The execute function bridges Effect resolvers with GraphQL execution:

import { execute } from "@effect-gql/core"
const runQuery = execute(schema, serviceLayer)
// Execute a query
const result = await Effect.runPromise(
runQuery(
`query GetUser($id: String!) { user(id: $id) { name } }`,
{ id: "123" }, // variables
"GetUser" // operation name (optional)
)
)
  1. Creates an Effect runtime from your Layer
  2. Passes the runtime to GraphQL via context
  3. Each resolver receives the runtime and runs its Effect
  4. Services are available throughout the request
// Simplified internal flow
execute(schema, layer)(query, variables) =>
Effect.gen(function* () {
const runtime = yield* Effect.runtime<R>()
const result = yield* Effect.promise(() =>
graphql({
schema,
source: query,
variableValues: variables,
contextValue: { runtime },
})
)
return result
}).pipe(Effect.provide(layer))

Access request-scoped data using GraphQLRequestContext:

import { GraphQLRequestContext, makeRequestContextLayer } from "@effect-gql/core"
.query("me", {
type: UserSchema,
resolve: () => Effect.gen(function* () {
const ctx = yield* GraphQLRequestContext
const authHeader = ctx.request.headers["authorization"]
// Extract user from token...
const userId = parseToken(authHeader)
const userService = yield* UserService
return yield* userService.getById(userId)
}),
})

Create the request context layer at request time:

const requestLayer = makeRequestContextLayer({
request: {
headers: req.headers,
query: req.body.query,
variables: req.body.variables,
},
})
const fullLayer = Layer.merge(requestLayer, AppLayer)
execute(schema, fullLayer)(query, variables)
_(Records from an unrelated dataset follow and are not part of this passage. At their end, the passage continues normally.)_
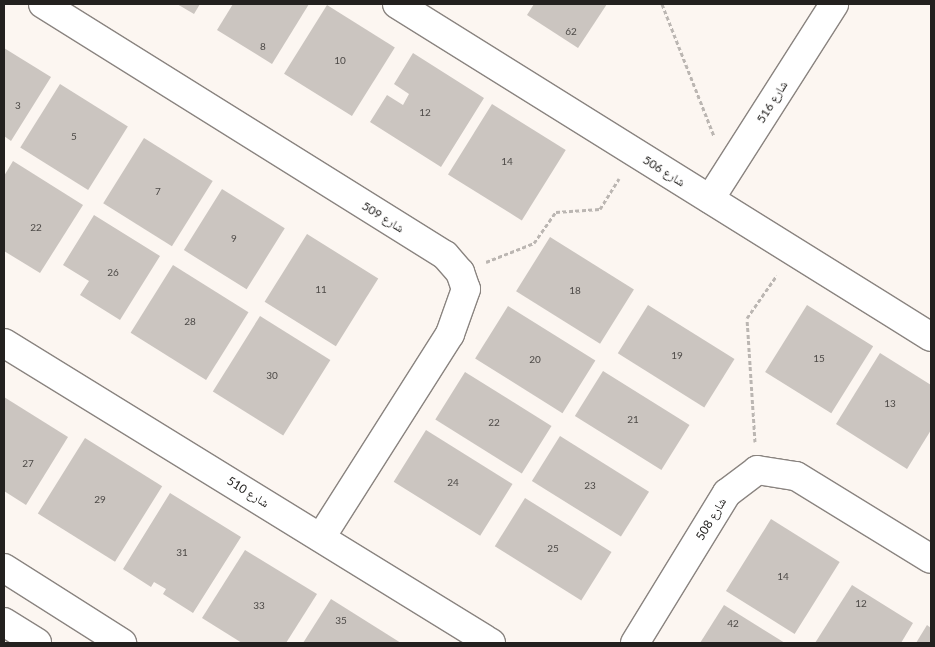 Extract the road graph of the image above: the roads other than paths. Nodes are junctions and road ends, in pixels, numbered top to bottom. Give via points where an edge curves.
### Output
1 (43, 4) edge
2 (397, 4) edge
3 (834, 4) edge
4 (710, 199) junction
5 (931, 337) edge
6 (4, 343) edge
7 (321, 537) junction
8 (931, 558) edge
9 (4, 568) edge
10 (4, 622) edge
11 (37, 643) edge
12 (122, 643) edge
13 (491, 643) edge
14 (635, 643) edge

1 - 7 street, شارع 509 via 445,255 460,272 466,288 450,334
2 - 4 street, شارع 506
3 - 4 street, شارع 516
4 - 5 street, شارع 506
6 - 7 street, شارع 510
7 - 13 street, شارع 510
8 - 14 street, شارع 508 via 796,476 757,470 727,493
9 - 12 street
10 - 11 street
The builder tracks service requirements in its type parameter:

// Type: GraphQLSchemaBuilder<never>
const empty = GraphQLSchemaBuilder.empty
// Type: GraphQLSchemaBuilder<UserService>
const withUserQuery = empty.query("users", {
type: S.Array(UserSchema),
resolve: () => Effect.gen(function* () {
const userService = yield* UserService
return yield* userService.getAll()
}),
})
// Type: GraphQLSchemaBuilder<UserService | PostService>
const withBoth = withUserQuery.query("posts", {
type: S.Array(PostSchema),
resolve: () => Effect.gen(function* () {
const postService = yield* PostService
return yield* postService.getAll()
}),
})

When you call execute(schema, layer), TypeScript verifies that layer provides all required services.